[Stored items]

────────────────────

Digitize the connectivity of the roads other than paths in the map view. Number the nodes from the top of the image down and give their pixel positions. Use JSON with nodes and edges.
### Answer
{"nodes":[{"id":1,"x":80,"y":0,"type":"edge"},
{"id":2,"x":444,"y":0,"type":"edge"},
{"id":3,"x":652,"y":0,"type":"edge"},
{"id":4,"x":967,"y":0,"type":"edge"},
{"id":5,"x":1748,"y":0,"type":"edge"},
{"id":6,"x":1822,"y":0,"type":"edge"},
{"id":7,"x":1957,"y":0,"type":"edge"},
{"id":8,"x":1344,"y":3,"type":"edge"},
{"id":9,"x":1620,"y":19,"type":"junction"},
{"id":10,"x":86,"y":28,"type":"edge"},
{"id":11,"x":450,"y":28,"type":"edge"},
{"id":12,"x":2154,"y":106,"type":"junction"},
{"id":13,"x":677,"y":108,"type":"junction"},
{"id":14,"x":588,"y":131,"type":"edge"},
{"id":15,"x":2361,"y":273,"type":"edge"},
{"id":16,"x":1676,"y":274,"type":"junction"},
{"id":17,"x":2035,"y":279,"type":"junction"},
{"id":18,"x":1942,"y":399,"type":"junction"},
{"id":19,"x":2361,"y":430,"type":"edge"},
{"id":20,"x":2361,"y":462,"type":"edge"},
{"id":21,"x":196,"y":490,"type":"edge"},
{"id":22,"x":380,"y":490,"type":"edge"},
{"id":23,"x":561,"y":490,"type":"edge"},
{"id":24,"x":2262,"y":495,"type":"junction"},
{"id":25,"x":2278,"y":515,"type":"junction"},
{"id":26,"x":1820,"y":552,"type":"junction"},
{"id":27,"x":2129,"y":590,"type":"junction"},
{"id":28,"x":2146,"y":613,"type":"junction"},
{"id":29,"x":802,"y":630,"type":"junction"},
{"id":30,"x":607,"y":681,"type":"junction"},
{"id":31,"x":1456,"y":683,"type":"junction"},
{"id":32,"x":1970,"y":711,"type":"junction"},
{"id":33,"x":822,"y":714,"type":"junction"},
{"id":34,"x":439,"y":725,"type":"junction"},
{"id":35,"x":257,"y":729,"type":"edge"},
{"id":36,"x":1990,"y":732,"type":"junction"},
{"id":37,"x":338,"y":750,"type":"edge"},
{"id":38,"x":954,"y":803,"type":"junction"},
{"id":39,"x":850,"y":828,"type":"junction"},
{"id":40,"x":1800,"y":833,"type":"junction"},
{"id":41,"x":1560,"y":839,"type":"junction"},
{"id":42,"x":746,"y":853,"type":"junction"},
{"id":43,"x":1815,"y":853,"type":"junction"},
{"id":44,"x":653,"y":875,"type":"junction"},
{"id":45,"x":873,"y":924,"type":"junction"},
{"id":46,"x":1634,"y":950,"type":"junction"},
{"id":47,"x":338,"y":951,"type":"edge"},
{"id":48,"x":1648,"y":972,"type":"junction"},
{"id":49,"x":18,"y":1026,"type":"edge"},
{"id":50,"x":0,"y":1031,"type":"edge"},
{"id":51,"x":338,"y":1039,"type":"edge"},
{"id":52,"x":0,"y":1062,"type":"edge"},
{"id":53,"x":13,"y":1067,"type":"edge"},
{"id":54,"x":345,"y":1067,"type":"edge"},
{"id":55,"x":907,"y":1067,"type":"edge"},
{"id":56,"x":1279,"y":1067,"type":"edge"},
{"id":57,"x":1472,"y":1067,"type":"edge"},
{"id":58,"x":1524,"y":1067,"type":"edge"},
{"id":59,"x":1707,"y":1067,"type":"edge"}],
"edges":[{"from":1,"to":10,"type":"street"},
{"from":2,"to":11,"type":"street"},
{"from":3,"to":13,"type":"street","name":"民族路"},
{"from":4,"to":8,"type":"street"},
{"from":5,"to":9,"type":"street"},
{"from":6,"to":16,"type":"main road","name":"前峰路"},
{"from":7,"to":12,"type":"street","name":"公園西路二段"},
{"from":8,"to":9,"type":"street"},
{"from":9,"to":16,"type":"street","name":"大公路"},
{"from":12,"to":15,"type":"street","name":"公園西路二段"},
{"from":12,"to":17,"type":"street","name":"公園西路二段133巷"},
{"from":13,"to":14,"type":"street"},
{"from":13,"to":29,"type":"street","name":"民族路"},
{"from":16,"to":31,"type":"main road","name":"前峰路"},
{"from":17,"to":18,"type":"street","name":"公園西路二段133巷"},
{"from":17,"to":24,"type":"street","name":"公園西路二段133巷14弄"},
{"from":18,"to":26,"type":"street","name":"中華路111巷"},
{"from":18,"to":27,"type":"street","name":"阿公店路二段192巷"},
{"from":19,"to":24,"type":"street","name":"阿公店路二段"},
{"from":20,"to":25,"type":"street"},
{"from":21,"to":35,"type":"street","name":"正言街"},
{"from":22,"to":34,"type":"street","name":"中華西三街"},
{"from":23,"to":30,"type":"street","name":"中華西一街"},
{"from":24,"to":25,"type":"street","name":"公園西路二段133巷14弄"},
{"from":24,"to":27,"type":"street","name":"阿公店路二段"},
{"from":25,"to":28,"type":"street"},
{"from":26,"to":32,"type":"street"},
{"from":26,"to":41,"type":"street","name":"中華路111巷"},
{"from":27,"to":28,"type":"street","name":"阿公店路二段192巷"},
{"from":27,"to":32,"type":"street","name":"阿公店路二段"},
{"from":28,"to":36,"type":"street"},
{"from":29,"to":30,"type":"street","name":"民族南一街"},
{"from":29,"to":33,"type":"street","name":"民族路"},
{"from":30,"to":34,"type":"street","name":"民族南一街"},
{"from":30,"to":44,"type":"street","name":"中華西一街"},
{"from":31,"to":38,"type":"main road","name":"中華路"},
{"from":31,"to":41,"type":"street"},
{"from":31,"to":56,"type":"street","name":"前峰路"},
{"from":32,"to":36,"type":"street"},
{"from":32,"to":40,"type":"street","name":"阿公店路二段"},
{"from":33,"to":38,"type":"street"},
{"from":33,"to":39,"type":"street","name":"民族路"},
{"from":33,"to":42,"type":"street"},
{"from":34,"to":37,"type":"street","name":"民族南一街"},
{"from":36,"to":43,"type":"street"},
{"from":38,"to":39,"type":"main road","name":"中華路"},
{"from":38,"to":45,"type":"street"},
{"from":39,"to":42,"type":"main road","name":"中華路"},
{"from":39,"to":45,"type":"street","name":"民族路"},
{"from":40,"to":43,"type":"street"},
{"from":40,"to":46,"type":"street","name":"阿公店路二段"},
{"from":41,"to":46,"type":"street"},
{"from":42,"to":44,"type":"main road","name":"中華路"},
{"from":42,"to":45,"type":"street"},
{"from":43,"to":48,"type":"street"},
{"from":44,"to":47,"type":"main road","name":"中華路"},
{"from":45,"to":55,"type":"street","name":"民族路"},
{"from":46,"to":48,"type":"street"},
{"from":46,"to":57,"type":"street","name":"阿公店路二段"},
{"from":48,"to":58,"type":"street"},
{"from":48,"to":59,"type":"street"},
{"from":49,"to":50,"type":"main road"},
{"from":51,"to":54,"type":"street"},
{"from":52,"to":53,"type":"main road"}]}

────────────────────

Scan the data for the string "nodes" and copy each line in which it occurs.

SOLUTION TO THIS PROBLEM:
Digitize the connectivity of the roads other than paths in the map view. Number the nodes from the top of the image down and give their pixel positions. Use JSON with nodes and edges.
{"nodes":[{"id":1,"x":80,"y":0,"type":"edge"},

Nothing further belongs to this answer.